Il reste de Muongcao peu de chose, des murs d’enceinte en brique, des pagodes, une petite pyramide élancée, sculptée comme une de ces aiguilles gothiques qui décorent nos cathédrales, une rue assez large et de grands arbres régulièrement plantés. Le Mékong, à l’endroit où nous reprîmes nos barques, était coupé de bancs de sable. Il faisait un coude brusque qui lui donnait l’aspect d’un immense lac fermé derrière nous par une série de montagnes étagées, bizarrement découpées, baignées de vapeur. Plusieurs îles verdoyantes émergeaient au milieu des eaux, qui les entouraient d’une blanche ceinture d’écume. Nous avions quelques rapides à franchir à travers des masses de grès entassées en désordre, affectant les formes étranges de monstres accroupis. Le fleuve a gravé sur les flancs polis de ces roches le niveau séculaire de ses crues périodiques.

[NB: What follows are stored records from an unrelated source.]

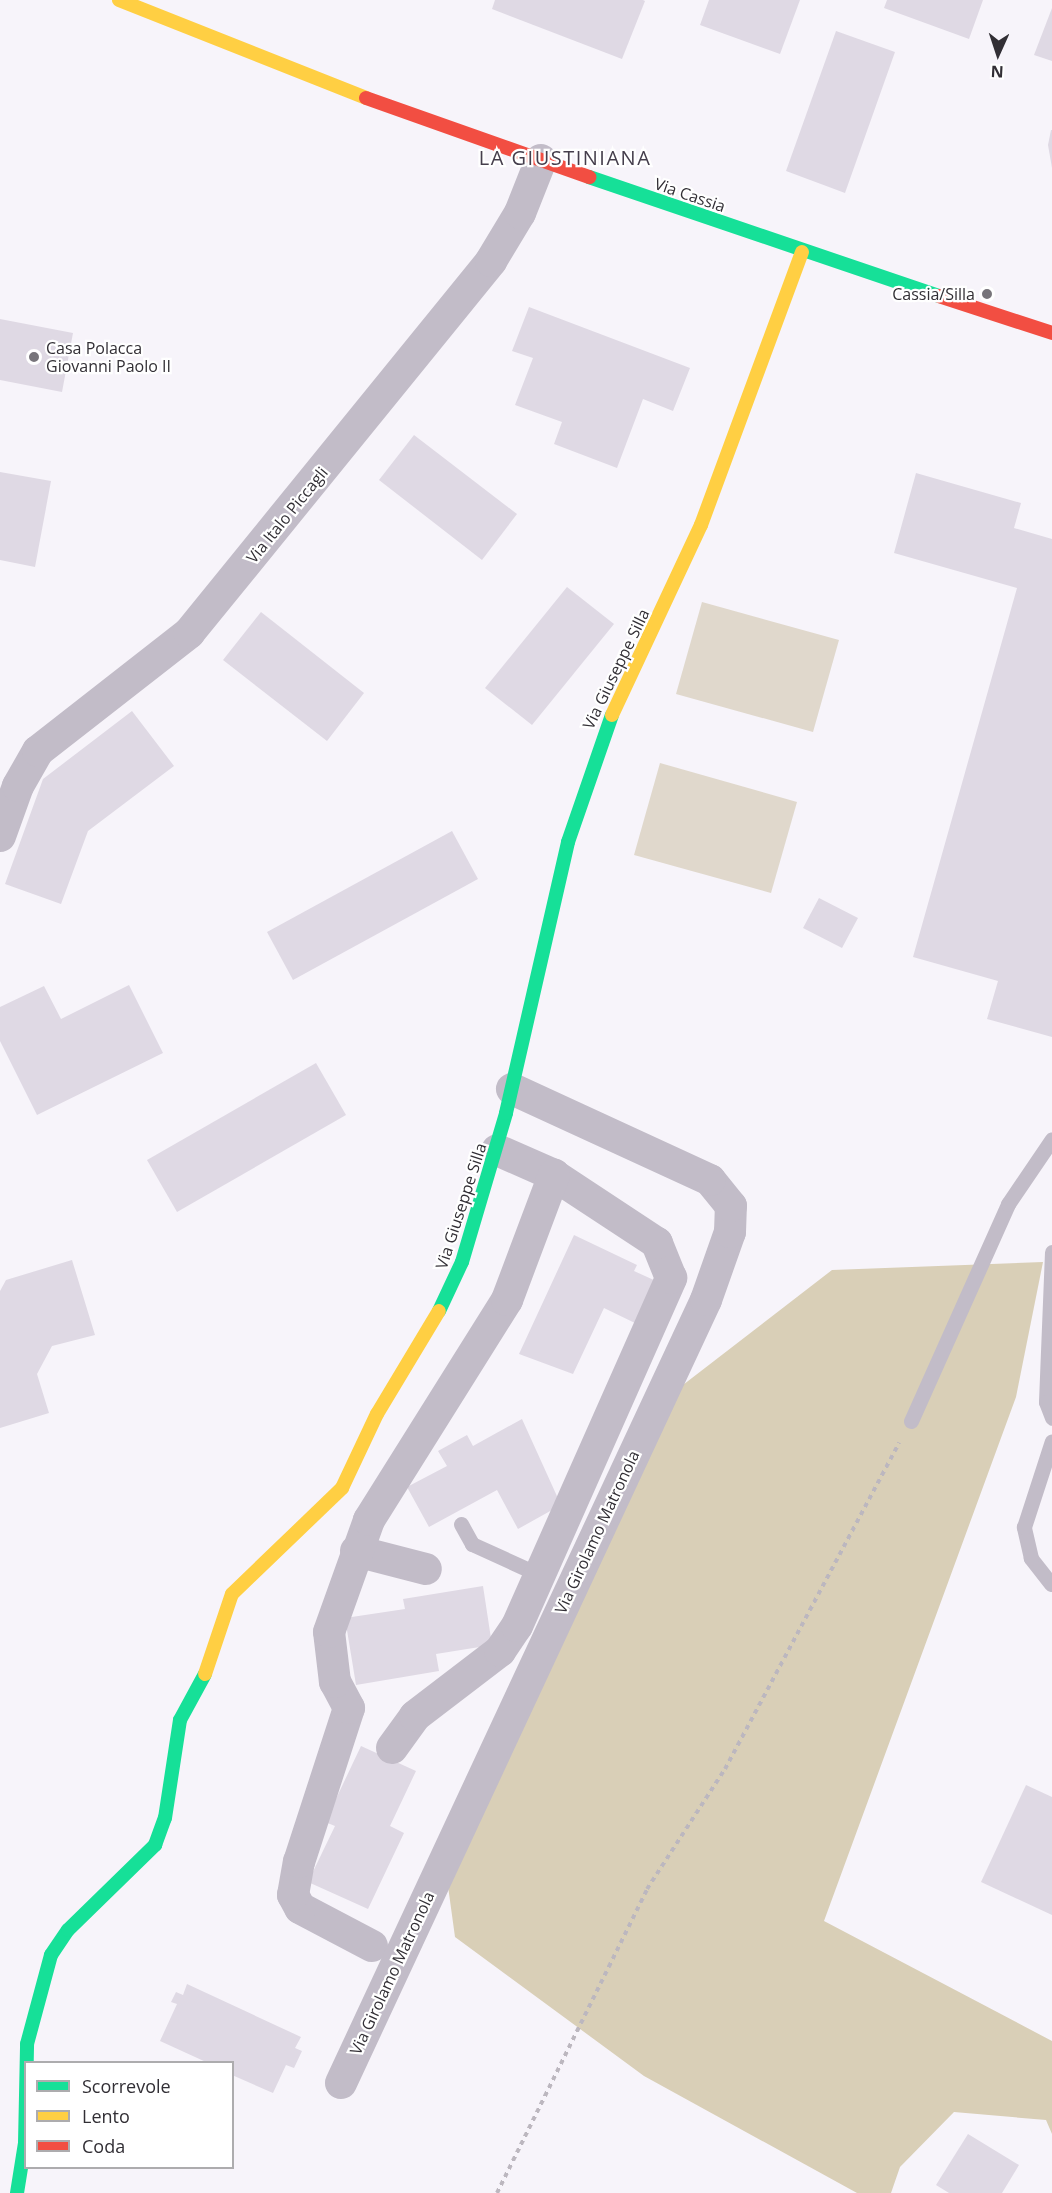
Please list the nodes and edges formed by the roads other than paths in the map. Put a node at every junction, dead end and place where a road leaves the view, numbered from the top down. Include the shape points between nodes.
1 (120, 0) edge
2 (541, 160) junction
3 (802, 252) junction
4 (1052, 333) edge
5 (0, 836) edge
6 (512, 1089) junction
7 (1052, 1139) edge
8 (497, 1150) junction
9 (554, 1175) junction
10 (1052, 1252) edge
11 (1052, 1418) edge
12 (911, 1421) road end
13 (1052, 1442) edge
14 (460, 1524) dead end
15 (356, 1551) junction
16 (426, 1569) dead end
17 (540, 1575) junction
18 (1051, 1584) edge
19 (392, 1748) dead end
20 (372, 1946) dead end
21 (27, 2061) edge
22 (341, 2082) dead end
23 (24, 2149) edge
24 (17, 2193) edge

1 - 2 street, Via Cassia via 364,97
2 - 3 street, Via Cassia
2 - 5 street, Via Italo Piccagli via 513,226 476,280 189,633 38,751 18,786
3 - 4 street, Via Cassia
3 - 6 street, Via Giuseppe Silla via 701,525 598,745 568,842
6 - 8 street, Via Giuseppe Silla
6 - 22 street, Via Girolamo Matronola via 710,1180 731,1206 730,1232 706,1300
7 - 12 lane via 1008,1204
8 - 9 street
8 - 21 street, Via Giuseppe Silla via 456,1279 425,1340 376,1414 350,1475 333,1499 231,1594 209,1667 176,1731 165,1818 155,1845 68,1930 51,1956 27,2044
9 - 15 street via 507,1300 369,1520
9 - 17 street via 657,1243 671,1278
10 - 11 lane via 1047,1402
13 - 18 lane via 1024,1527 1031,1558
14 - 17 lane via 472,1544
15 - 16 street
15 - 20 street via 329,1632 335,1682 349,1708 299,1862 293,1896 300,1908
17 - 19 street via 501,1651 415,1716
23 - 24 street, Via Giuseppe Silla

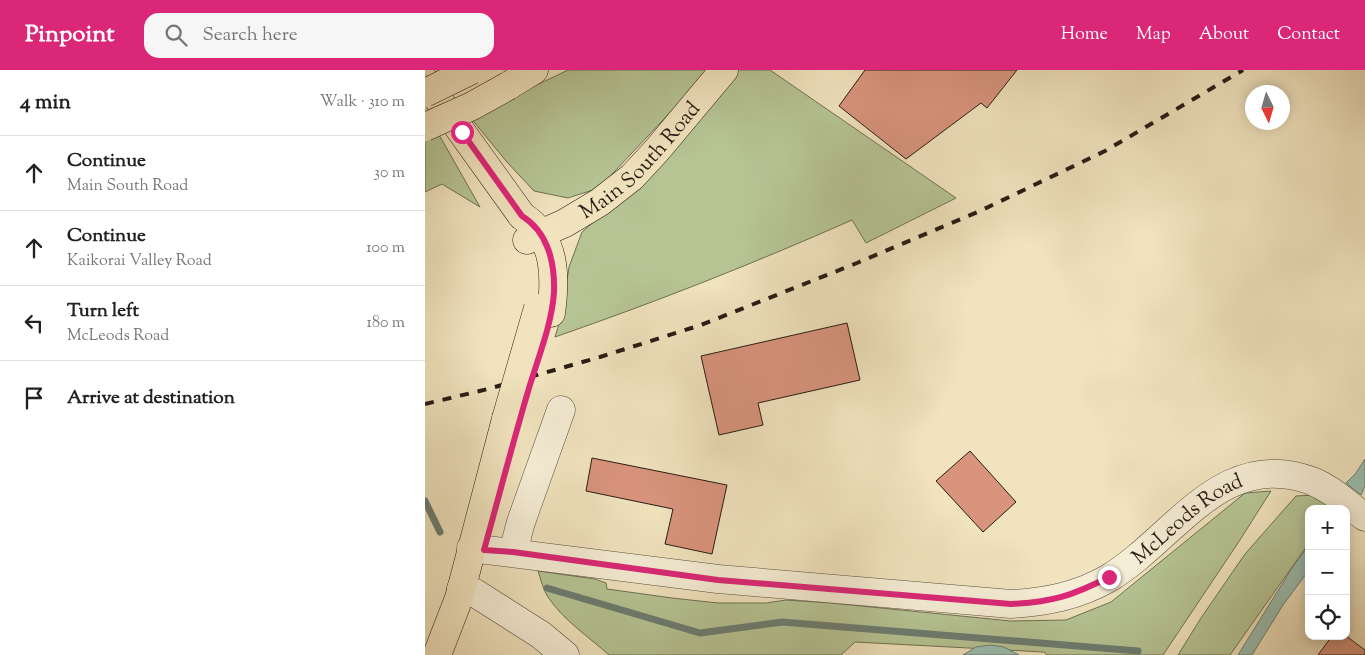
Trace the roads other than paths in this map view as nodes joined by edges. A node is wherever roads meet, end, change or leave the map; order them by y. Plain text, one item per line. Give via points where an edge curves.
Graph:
1 (472, 70) edge
2 (534, 70) edge
3 (724, 70) edge
4 (425, 81) edge
5 (425, 93) edge
6 (425, 128) edge
7 (530, 230) junction
8 (561, 410) dead end
9 (1363, 515) edge
10 (477, 549) junction
11 (513, 552) junction
12 (468, 591) junction
13 (437, 655) edge
14 (457, 655) edge
15 (565, 655) edge

1 - 5 main road, bridge
2 - 6 main road, bridge via 472,106
3 - 7 main road, Main South Road via 632,177 565,223
4 - 7 main road
7 - 10 main road via 549,251 554,292 544,311
8 - 11 street
9 - 11 street, McLeods Road via 1331,490 1311,481 1274,474 1239,478 1202,501 1109,577 1085,590 1039,602 1002,603 718,580
10 - 11 street, McLeods Road
10 - 12 main road
12 - 13 main road
12 - 14 main road
12 - 15 street via 541,634

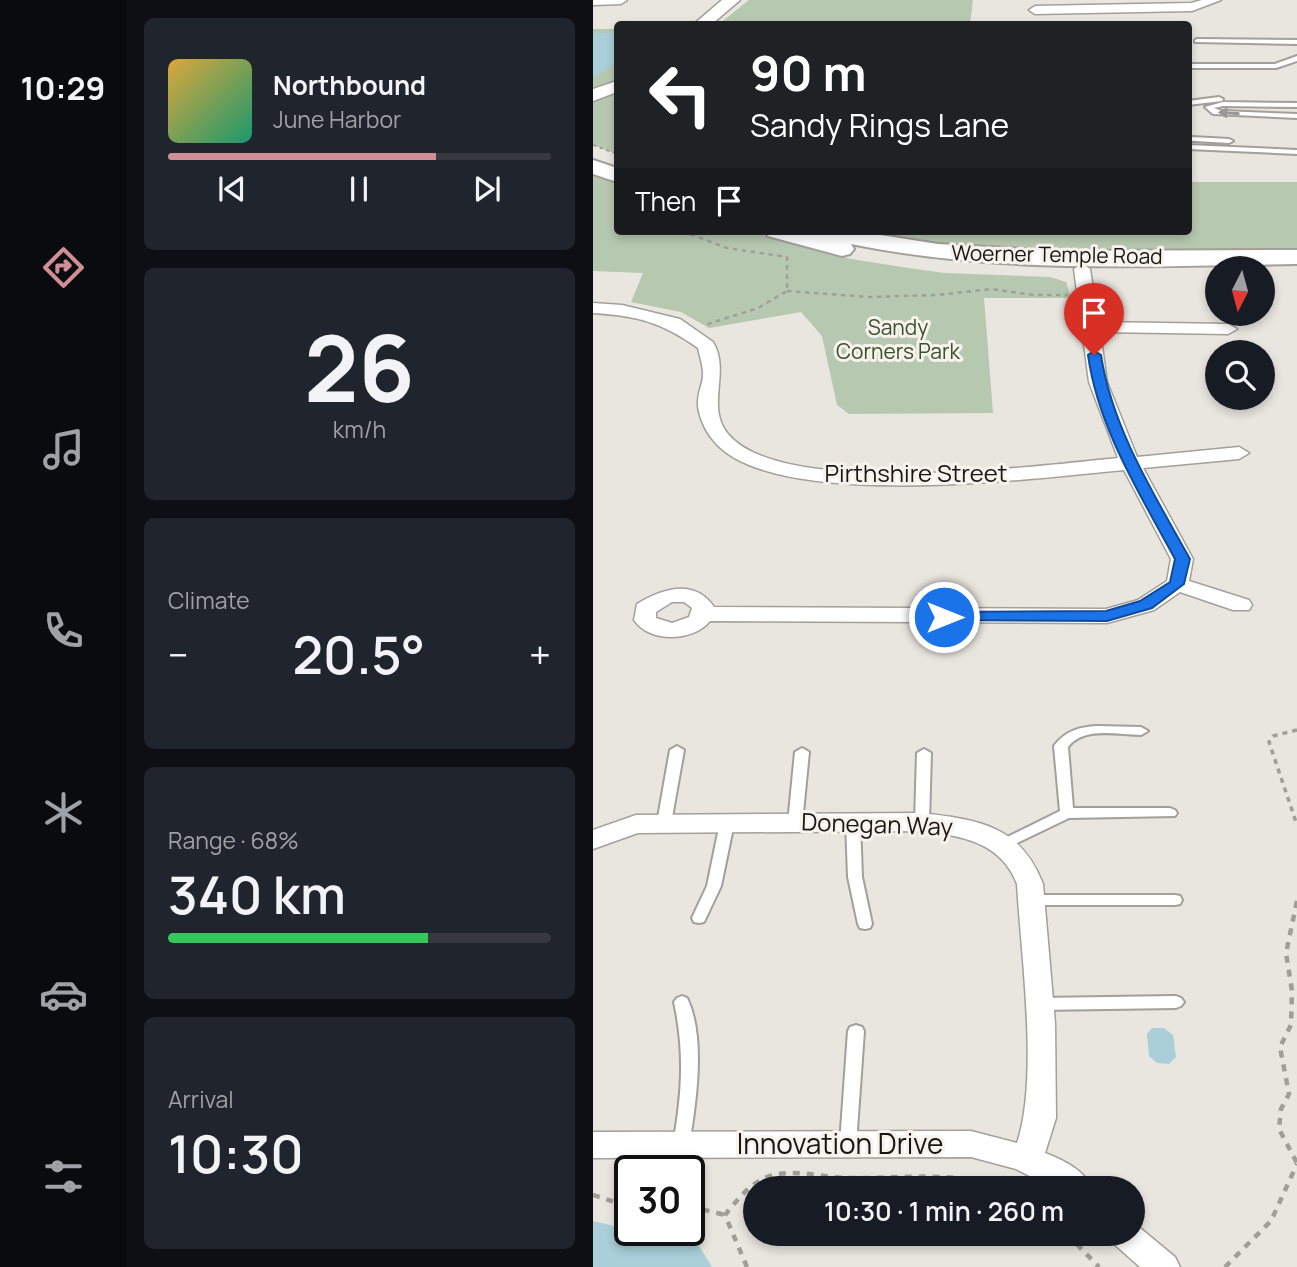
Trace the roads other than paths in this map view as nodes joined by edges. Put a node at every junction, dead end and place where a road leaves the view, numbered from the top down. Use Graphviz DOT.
graph roads {
  1 [pos="732,0"];
  2 [pos="1215,0"];
  3 [pos="593,1"];
  4 [pos="621,1"];
  5 [pos="1032,5"];
  6 [pos="707,21"];
  7 [pos="1045,21"];
  8 [pos="1197,41"];
  9 [pos="1297,42"];
  10 [pos="1297,58"];
  11 [pos="1192,66"];
  12 [pos="614,87"];
  13 [pos="593,96"];
  14 [pos="1192,102"];
  15 [pos="1297,102"];
  16 [pos="1297,116"];
  17 [pos="1192,139"];
  18 [pos="1229,141"];
  19 [pos="1192,147"];
  20 [pos="1297,152"];
  21 [pos="593,153"];
  22 [pos="614,161"];
  23 [pos="593,167"];
  24 [pos="614,174"];
  25 [pos="791,235"];
  26 [pos="841,235"];
  27 [pos="1297,257"];
  28 [pos="1082,269"];
  29 [pos="1205,269"];
  30 [pos="1275,269"];
  31 [pos="1297,269"];
  32 [pos="593,308"];
  33 [pos="1090,327"];
  34 [pos="1228,329"];
  35 [pos="1239,453"];
  36 [pos="742,457"];
  37 [pos="1129,461"];
  38 [pos="722,465"];
  39 [pos="1177,584"];
  40 [pos="1241,605"];
  41 [pos="701,614"];
  42 [pos="1141,732"];
  43 [pos="677,750"];
  44 [pos="802,752"];
  45 [pos="924,753"];
  46 [pos="1067,813"];
  47 [pos="1171,813"];
  48 [pos="853,822"];
  49 [pos="922,822"];
  50 [pos="727,823"];
  51 [pos="795,823"];
  52 [pos="664,824"];
  53 [pos="593,839"];
  54 [pos="1004,844"];
  55 [pos="1032,900"];
  56 [pos="1175,901"];
  57 [pos="699,918"];
  58 [pos="865,924"];
  59 [pos="682,1002"];
  60 [pos="1176,1002"];
  61 [pos="1039,1004"];
  62 [pos="856,1031"];
  63 [pos="848,1144"];
  64 [pos="593,1145"];
  65 [pos="681,1145"];
  66 [pos="1028,1158"];
  67 [pos="1060,1176"];
  68 [pos="1139,1246"];
  69 [pos="1163,1267"];
  1 -- 6 [label="street"];
  2 -- 5 [label="street"];
  3 -- 4 [label="street"];
  5 -- 7 [label="street"];
  8 -- 9 [label="lane"];
  10 -- 11 [label="lane"];
  12 -- 13 [label="street"];
  14 -- 15 [label="lane"];
  16 -- 15 [label="lane, one-way"];
  17 -- 18 [label="lane"];
  19 -- 20 [label="lane"];
  21 -- 22 [label="main road"];
  23 -- 24 [label="main road"];
  25 -- 28 [label="main road, Woerner Temple Road"];
  26 -- 27 [label="main road, Woerner Temple Road"];
  28 -- 29 [label="main road, Woerner Temple Road"];
  28 -- 33 [label="street"];
  30 -- 31 [label="main road"];
  32 -- 36 [label="street, Pirthshire Street"];
  33 -- 34 [label="street"];
  33 -- 37 [label="street"];
  35 -- 37 [label="street, Pirthshire Street"];
  36 -- 37 [label="street, Pirthshire Street"];
  36 -- 38 [label="street"];
  37 -- 39 [label="street"];
  39 -- 40 [label="street"];
  39 -- 41 [label="street"];
  42 -- 46 [label="lane"];
  43 -- 52 [label="lane"];
  44 -- 51 [label="lane"];
  45 -- 49 [label="lane"];
  46 -- 47 [label="lane"];
  46 -- 54 [label="lane"];
  48 -- 49 [label="street, Donegan Way"];
  48 -- 51 [label="street, Donegan Way"];
  48 -- 58 [label="lane"];
  49 -- 54 [label="street, Donegan Way"];
  50 -- 51 [label="street, Donegan Way"];
  50 -- 52 [label="street, Donegan Way"];
  50 -- 57 [label="lane"];
  52 -- 53 [label="street, Donegan Way"];
  54 -- 55 [label="street, Donegan Way"];
  55 -- 56 [label="lane"];
  55 -- 61 [label="street, Donegan Way"];
  59 -- 65 [label="lane"];
  60 -- 61 [label="lane"];
  61 -- 66 [label="street, Donegan Way"];
  62 -- 63 [label="lane"];
  63 -- 65 [label="street, Innovation Drive"];
  63 -- 66 [label="street, Innovation Drive"];
  64 -- 65 [label="street, Innovation Drive"];
  66 -- 67 [label="street, Innovation Drive"];
  68 -- 69 [label="street"];
}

Les collines qui courent sur les rives sont boisées ; mais les feuilles avaient perdu leur fraîcheur. Des plaques jaunes étaient jetées çà et là sur les masses de verdure. Bientôt le Mékong se rétrécit ; sur la rive droite, que nous suivions, les blocs de grès élevaient une véritable muraille cyclopéenne, des roches encombraient le lit du fleuve, qui présentait à certains endroits une immense profondeur ; la sonde se perdait dans des abîmes sans fond.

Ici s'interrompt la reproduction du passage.